Little Life hack: I always start with a few simpler images to ease into the rhythm before tackling more detailed frames. Think of it as a warm-up for your brain.

Labelling in Action: Focused Time, Image by Image

From around 09:30 AM to 1:00 PM, I’m in deep focus mode, labelling images with care and consistency. On average, each image takes about 15–20 minutes, but that can double, depending on complexity.

Some scenes involve overlapping figures, motion blur, or challenging lighting, these take serious attention to get right. I'm not just drawing boxes or polygons. I’m teaching a machine to understand visual context, that shadows aren’t objects, and that accuracy matters pixel by pixel.

Field Challenge: I once had to label objects in a dusty farm field. The low visibility and poor contrast made annotation difficult, so i adjusted color contrast, saturation, gamma, and brightness to reveal hidden objects. At the same time, I reviewed frame by frame the entire project to understand the scene better before labeling. It was tricky, but finally getting it right? Super satisfying.

Midday Recharge: Lunch & Light Walk

Around 1:00 to 2:00 PM, I take my lunch break. It’s a good time to unplug, enjoy a quiet meal, maybe chat with teammates, and then step outside for a short walk. Stretching my legs and getting some sunlight always helps clear the mental clutter before the next work session.

Team QA: Script Check + Manual Review

Once a batch is labelled at 2:00 PM, we run a Python script that flags incomplete annotations or missing labels like a pre-flight checklist for our work. While it runs, I stretch, sip my tea, and scroll through the logs.

After this, I take a quick 15-minute break, a reset for the brain. My go-to move? A few rounds at the dartboard! It’s surprisingly effective at refreshing my focus and getting my hand-eye coordination back in sync.

Then it’s time for manual QA, where we catch anything the script misses, especially in messy or blurry images. This step can be slow, but it's crucial. We check edge alignments, overlapping objects, and background noise.

What Makes It Challenging (And rewarding)

This work requires patience and a strong eye for detail. There are days when it feels repetitive, but what keeps it exciting is knowing that every label we make contributes to smarter, safer AI systems in the real world.

Common question I get: “Will AI replace this job soon?”
Honestly, automation helps but it still takes people like me, with care and experience, to guide AI systems in the right direction. And I like it that way.

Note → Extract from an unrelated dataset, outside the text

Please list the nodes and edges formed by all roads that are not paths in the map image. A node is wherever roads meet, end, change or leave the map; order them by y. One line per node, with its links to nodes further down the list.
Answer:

Wrapping It Up: Final Delivery

Once the team is confident the batch meets our quality standard, we deliver it to the client. Our output? Clean, detailed annotations that are ready for training and deployment.

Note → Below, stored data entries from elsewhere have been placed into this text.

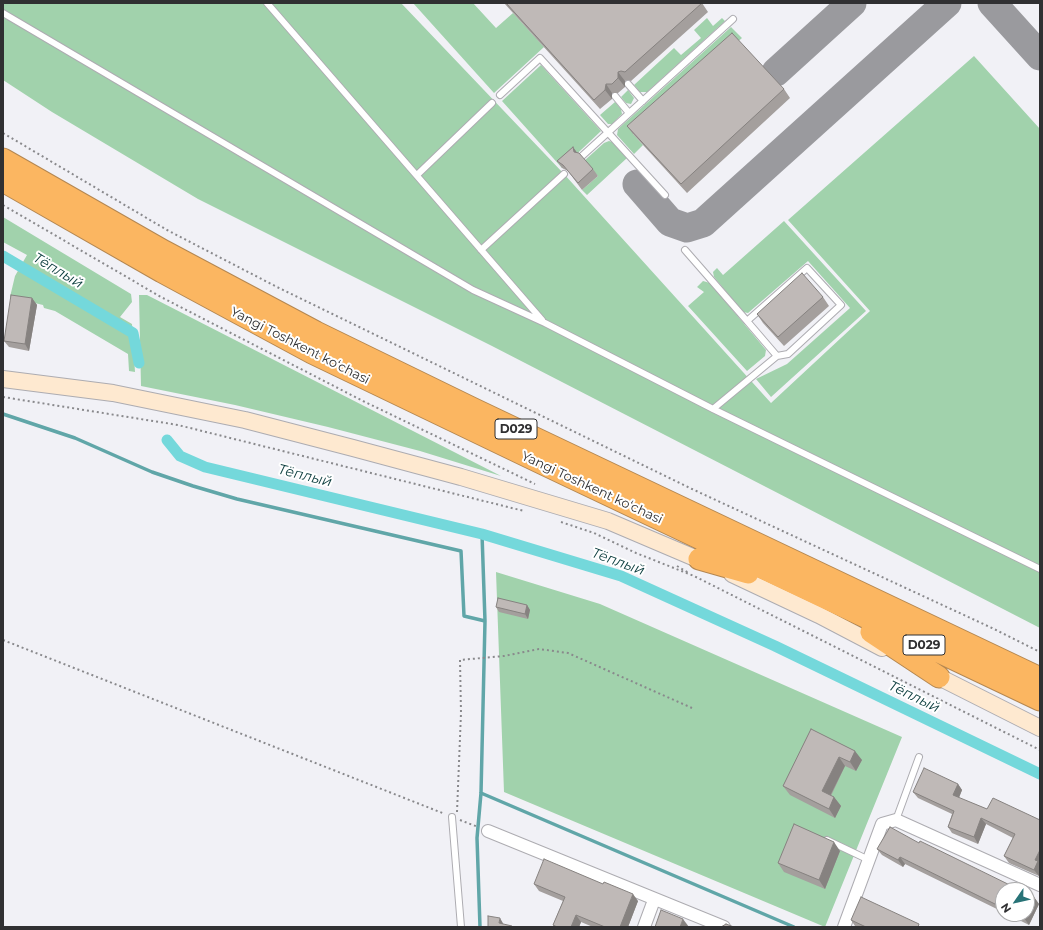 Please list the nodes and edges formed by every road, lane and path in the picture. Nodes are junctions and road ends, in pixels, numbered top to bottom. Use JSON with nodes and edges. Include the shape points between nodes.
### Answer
{"nodes":[{"id":1,"x":267,"y":3,"type":"edge"},
{"id":2,"x":3,"y":13,"type":"edge"},
{"id":3,"x":733,"y":19,"type":"dead end"},
{"id":4,"x":628,"y":84,"type":"dead end"},
{"id":5,"x":500,"y":95,"type":"dead end"},
{"id":6,"x":615,"y":96,"type":"dead end"},
{"id":7,"x":642,"y":101,"type":"junction"},
{"id":8,"x":492,"y":103,"type":"dead end"},
{"id":9,"x":629,"y":114,"type":"junction"},
{"id":10,"x":3,"y":132,"type":"edge"},
{"id":11,"x":608,"y":132,"type":"junction"},
{"id":12,"x":582,"y":156,"type":"edge"},
{"id":13,"x":3,"y":158,"type":"edge"},
{"id":14,"x":564,"y":174,"type":"edge"},
{"id":15,"x":417,"y":175,"type":"junction"},
{"id":16,"x":3,"y":181,"type":"edge"},
{"id":17,"x":665,"y":195,"type":"dead end"},
{"id":18,"x":3,"y":205,"type":"edge"},
{"id":19,"x":481,"y":250,"type":"junction"},
{"id":20,"x":685,"y":250,"type":"dead end"},
{"id":21,"x":747,"y":321,"type":"junction"},
{"id":22,"x":545,"y":323,"type":"junction"},
{"id":23,"x":777,"y":356,"type":"junction"},
{"id":24,"x":3,"y":379,"type":"edge"},
{"id":25,"x":3,"y":396,"type":"edge"},
{"id":26,"x":713,"y":409,"type":"junction"},
{"id":27,"x":539,"y":486,"type":"dead end"},
{"id":28,"x":525,"y":511,"type":"dead end"},
{"id":29,"x":560,"y":522,"type":"dead end"},
{"id":30,"x":672,"y":563,"type":"dead end"},
{"id":31,"x":698,"y":568,"type":"junction"},
{"id":32,"x":1040,"y":569,"type":"edge"},
{"id":33,"x":807,"y":590,"type":"junction"},
{"id":34,"x":3,"y":640,"type":"edge"},
{"id":35,"x":1040,"y":652,"type":"edge"},
{"id":36,"x":939,"y":677,"type":"junction"},
{"id":37,"x":1040,"y":678,"type":"edge"},
{"id":38,"x":1040,"y":700,"type":"edge"},
{"id":39,"x":692,"y":708,"type":"dead end"},
{"id":40,"x":1040,"y":728,"type":"edge"},
{"id":41,"x":1040,"y":750,"type":"edge"},
{"id":42,"x":920,"y":757,"type":"dead end"},
{"id":43,"x":455,"y":818,"type":"junction"},
{"id":44,"x":896,"y":820,"type":"junction"},
{"id":45,"x":488,"y":831,"type":"joint"},
{"id":46,"x":822,"y":837,"type":"edge"},
{"id":47,"x":869,"y":860,"type":"junction"},
{"id":48,"x":1040,"y":885,"type":"edge"},
{"id":49,"x":654,"y":900,"type":"junction"},
{"id":50,"x":461,"y":927,"type":"edge"},
{"id":51,"x":644,"y":927,"type":"edge"},
{"id":52,"x":724,"y":927,"type":"edge"},
{"id":53,"x":844,"y":927,"type":"edge"}],
"edges":[{"from":1,"to":15,"type":"lane"},
{"from":2,"to":22,"type":"lane","via":[[473,290]]},
{"from":3,"to":7,"type":"lane"},
{"from":4,"to":7,"type":"lane"},
{"from":5,"to":11,"type":"lane","via":[[540,58]]},
{"from":6,"to":9,"type":"lane"},
{"from":7,"to":9,"type":"lane"},
{"from":8,"to":15,"type":"lane"},
{"from":9,"to":11,"type":"lane"},
{"from":10,"to":35,"type":"path","via":[[167,230],[277,287],[692,489]]},
{"from":11,"to":12,"type":"lane"},
{"from":11,"to":17,"type":"lane"},
{"from":13,"to":37,"type":"highway","name":"Yangi Toshkent ko‘chasi","number":"D029","via":[[164,251],[316,332]]},
{"from":14,"to":19,"type":"lane"},
{"from":15,"to":19,"type":"lane"},
{"from":16,"to":33,"type":"highway","name":"Yangi Toshkent ko‘chasi","number":"D029","via":[[162,272],[305,349]]},
{"from":18,"to":27,"type":"path","via":[[161,297],[363,401]]},
{"from":19,"to":22,"type":"lane"},
{"from":20,"to":21,"type":"lane"},
{"from":21,"to":23,"type":"lane"},
{"from":21,"to":23,"type":"lane","via":[[807,268],[841,305],[788,354]]},
{"from":22,"to":26,"type":"lane"},
{"from":23,"to":26,"type":"lane"},
{"from":24,"to":31,"type":"main road","via":[[112,393],[245,420],[462,477],[608,522]]},
{"from":25,"to":28,"type":"path","via":[[178,425]]},
{"from":26,"to":32,"type":"lane"},
{"from":29,"to":31,"type":"path"},
{"from":30,"to":31,"type":"path"},
{"from":31,"to":33,"type":"highway"},
{"from":31,"to":36,"type":"main road","via":[[819,615]]},
{"from":31,"to":41,"type":"path"},
{"from":33,"to":36,"type":"highway"},
{"from":33,"to":38,"type":"highway","name":"Yangi Toshkent ko‘chasi","number":"D029"},
{"from":34,"to":43,"type":"path"},
{"from":36,"to":40,"type":"main road"},
{"from":39,"to":43,"type":"path","via":[[568,654],[539,649],[504,656],[460,660],[461,713]]},
{"from":42,"to":44,"type":"lane"},
{"from":43,"to":45,"type":"path"},
{"from":43,"to":50,"type":"lane"},
{"from":44,"to":47,"type":"street","via":[[882,824]]},
{"from":44,"to":48,"type":"street"},
{"from":45,"to":49,"type":"street"},
{"from":46,"to":47,"type":"lane"},
{"from":47,"to":53,"type":"street"},
{"from":49,"to":51,"type":"street"},
{"from":49,"to":52,"type":"street"}]}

Looking back on a batch of 500 images, it’s rewarding to know that every label was made with care and will directly improve the accuracy and reliability of AI models out in the world.

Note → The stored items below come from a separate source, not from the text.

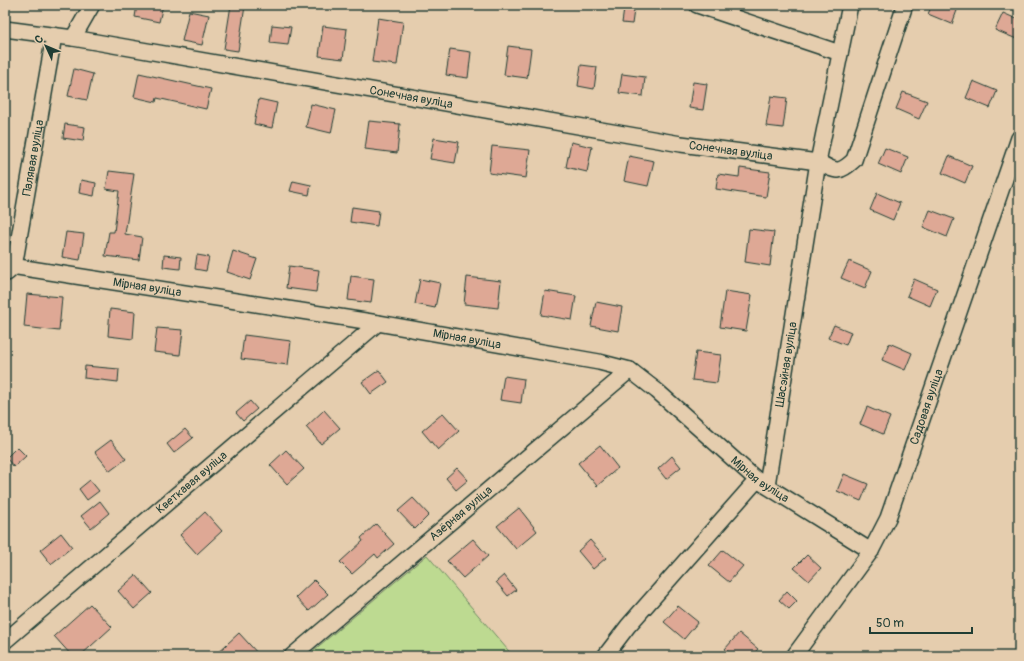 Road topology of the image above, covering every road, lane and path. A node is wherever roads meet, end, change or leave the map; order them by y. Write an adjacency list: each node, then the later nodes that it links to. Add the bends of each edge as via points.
1 (92, 5): 7 (street)
2 (697, 5): 8 (street)
3 (850, 5): 8 (street, Шасэйная вуліца)
4 (905, 5): 10 (street, Сонечная вуліца, via 854,160 845,169 836,171)
5 (5, 28): 6 (street, Сонечная вуліца)
6 (54, 36): 7 (street, Сонечная вуліца); 11 (street, Палявая вуліца)
7 (73, 38): 10 (street, Сонечная вуліца, via 681,144)
8 (840, 53): 10 (street, Шасэйная вуліца)
9 (1019, 138): 15 (street, Садовая вуліца, via 888,518)
10 (818, 162): 14 (street, Шасэйная вуліца, via 767,485)
11 (8, 269): 12 (street, Мірная вуліца)
12 (378, 323): 13 (street, Мірная вуліца, via 599,362); 16 (street, Кветкавая вуліца)
13 (630, 370): 14 (street, Мірная вуліца); 17 (street, Азёрная вуліца)
14 (757, 480): 15 (street, Мірная вуліца); 18 (street, via 628,626)
15 (872, 551): 19 (street, Садовая вуліца)
16 (5, 641)
17 (292, 656)
18 (605, 656)
19 (794, 656)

Why It Matters: The Real Impact of Human Annotation

·        Model accuracy improved 10% after implementing our structured annotation workflow

·        Lower development costs by catching errors early

·        Faster model deployment due to fewer annotation inconsistencies

·        Stronger trust in AI when the data is reliable

Automation is evolving fast, but at LexData Labs, we know it’s the human touch that makes good data great.

Final Thought

Every dataset is a challenge, a story, and a step forward. We’re not just labelling. we’re building the bridge between the real world and machine vision.